# Port Authur Retriever Club



## Danny Castro (Jan 31, 2012)

Any updates?


----------



## westwoods (May 30, 2013)

Congratulations to Bobby Farmer on winning the Q with Bonnie today!!!


----------



## TMURRAY (Feb 17, 2005)

westwoods said:


> Congratulations to Bobby Farmer on winning the Q with Bonnie today!!!


Huge congrats to Bobby, Mike and Bonnie!!!!!


----------



## Carole (Apr 28, 2009)

Any updates on the open,. Any would be greatly appreciated.


----------



## TMURRAY (Feb 17, 2005)

Carole said:


> Any updates on the open,. Any would be greatly appreciated.


11 back to open WB.. Sorry no numbers.


----------



## JWC (Feb 25, 2008)

5 back fourth series open 11, 22,46,49,50


----------



## sapitrucha (Dec 17, 2011)

Derby:

1st-5-Slammer
2nd-8-Tux
3rd--9


----------



## Mark Littlejohn (Jun 16, 2006)

Open results:
1st Crystal - Brasseaux
2nd Lexie - Stupka
3rd Tia - S.Caire
4th Riot - Trott
RJ Gator - Anderson

Congratulations to all!


----------



## Raymond Little (Aug 2, 2006)

sapitrucha said:


> Derby:
> 
> 1st-5-Slammer
> 2nd-8-Tux
> 3rd--9


Congrats, JA & WW


----------



## Danny Castro (Jan 31, 2012)

Congrats Ryan on the open win with crystal!


----------



## TMURRAY (Feb 17, 2005)

sapitrucha said:


> Derby:
> 
> 1st-5-Slammer
> 2nd-8-Tux
> 3rd--9


Congrats to Wendall and Jimmy on the win and second!


----------



## TMURRAY (Feb 17, 2005)

Huge congrats to Bobby Farmer and Connie on the AM WIN and to Bob Starford and Henry on the second!!!!


----------



## Mike W. (Apr 22, 2008)

Way to go Bobby and Bob.


----------



## Tom Watson (Nov 29, 2005)

Congrats to Suzan/Tia and Ryan/Crystal, and to Bobby and Bob and to all who finished and placed this weekend!


----------



## bakbay (May 20, 2003)

Pic of last series of derby.


----------



## Jan Helgoth (Apr 20, 2008)

TMURRAY said:


> Huge congrats to Bobby Farmer and Connie on the AM WIN and to Bob Starford and Henry on the second!!!!

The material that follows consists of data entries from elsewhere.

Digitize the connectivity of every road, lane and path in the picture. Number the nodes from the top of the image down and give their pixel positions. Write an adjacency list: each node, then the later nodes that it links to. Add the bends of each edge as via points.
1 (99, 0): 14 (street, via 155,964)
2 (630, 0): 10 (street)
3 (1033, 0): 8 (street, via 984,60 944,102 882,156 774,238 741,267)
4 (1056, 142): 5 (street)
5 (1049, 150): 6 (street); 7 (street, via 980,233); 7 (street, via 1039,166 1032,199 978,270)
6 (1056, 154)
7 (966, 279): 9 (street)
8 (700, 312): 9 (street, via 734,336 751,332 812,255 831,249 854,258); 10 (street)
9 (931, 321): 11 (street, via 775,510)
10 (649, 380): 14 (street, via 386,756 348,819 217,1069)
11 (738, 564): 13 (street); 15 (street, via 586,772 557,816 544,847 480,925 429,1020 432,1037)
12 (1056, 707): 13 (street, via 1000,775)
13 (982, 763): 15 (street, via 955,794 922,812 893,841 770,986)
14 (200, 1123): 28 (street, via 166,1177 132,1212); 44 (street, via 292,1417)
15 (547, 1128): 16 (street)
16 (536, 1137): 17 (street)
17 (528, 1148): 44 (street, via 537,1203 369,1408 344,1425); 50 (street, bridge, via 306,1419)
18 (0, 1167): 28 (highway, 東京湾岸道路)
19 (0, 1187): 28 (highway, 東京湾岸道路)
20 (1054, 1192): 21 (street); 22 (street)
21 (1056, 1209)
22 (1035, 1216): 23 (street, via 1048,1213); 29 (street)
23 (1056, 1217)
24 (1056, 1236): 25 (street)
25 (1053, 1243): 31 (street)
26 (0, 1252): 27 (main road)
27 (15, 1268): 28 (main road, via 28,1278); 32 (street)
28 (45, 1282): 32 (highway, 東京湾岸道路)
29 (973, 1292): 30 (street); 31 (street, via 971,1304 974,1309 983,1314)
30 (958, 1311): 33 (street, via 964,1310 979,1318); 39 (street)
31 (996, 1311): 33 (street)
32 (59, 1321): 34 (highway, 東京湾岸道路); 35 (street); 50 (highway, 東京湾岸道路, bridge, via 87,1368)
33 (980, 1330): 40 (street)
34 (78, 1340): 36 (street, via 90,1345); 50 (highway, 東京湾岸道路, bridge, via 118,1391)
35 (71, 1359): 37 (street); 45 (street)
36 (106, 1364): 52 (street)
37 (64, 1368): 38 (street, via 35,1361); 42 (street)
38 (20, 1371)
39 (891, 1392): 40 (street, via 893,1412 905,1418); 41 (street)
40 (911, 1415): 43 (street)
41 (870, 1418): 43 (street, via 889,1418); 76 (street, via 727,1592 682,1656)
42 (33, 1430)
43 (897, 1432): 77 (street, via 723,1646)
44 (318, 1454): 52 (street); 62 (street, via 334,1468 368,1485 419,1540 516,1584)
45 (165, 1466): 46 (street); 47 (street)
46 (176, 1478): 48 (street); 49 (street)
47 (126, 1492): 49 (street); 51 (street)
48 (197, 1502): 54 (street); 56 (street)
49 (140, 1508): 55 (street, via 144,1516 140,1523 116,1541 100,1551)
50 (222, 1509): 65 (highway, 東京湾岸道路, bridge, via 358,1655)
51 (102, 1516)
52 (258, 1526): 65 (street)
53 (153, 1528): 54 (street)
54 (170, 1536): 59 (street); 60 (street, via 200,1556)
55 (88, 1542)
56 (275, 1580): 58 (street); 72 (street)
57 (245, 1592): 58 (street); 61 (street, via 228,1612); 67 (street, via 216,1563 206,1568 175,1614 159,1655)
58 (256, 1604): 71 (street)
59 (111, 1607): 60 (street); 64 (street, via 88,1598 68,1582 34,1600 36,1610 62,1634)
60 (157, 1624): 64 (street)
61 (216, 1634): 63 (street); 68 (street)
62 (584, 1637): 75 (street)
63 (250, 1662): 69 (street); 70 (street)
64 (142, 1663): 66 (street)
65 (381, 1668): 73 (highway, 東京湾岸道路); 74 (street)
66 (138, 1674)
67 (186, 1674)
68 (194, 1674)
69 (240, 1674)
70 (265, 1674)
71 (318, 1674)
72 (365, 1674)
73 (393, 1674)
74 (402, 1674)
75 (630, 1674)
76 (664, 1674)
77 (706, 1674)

Ditto on the Huge Congratulations! That was one deceivingly hard fourth series! ~ Great job, Bobby and Bob! 

Jan and Steve


----------



## MikeBoley (Dec 26, 2003)

Conragts to Bobby and Bob,


----------



## bfarmer (Aug 6, 2006)

Thank you everyone! I had a great time and a lot of fun! Thank you to Bruce Bachert, Steve Penny, Mark Rosenblum, and Sylvia McClure for the very challenging tests and give up their time to judge so we could play! Thanks again!


----------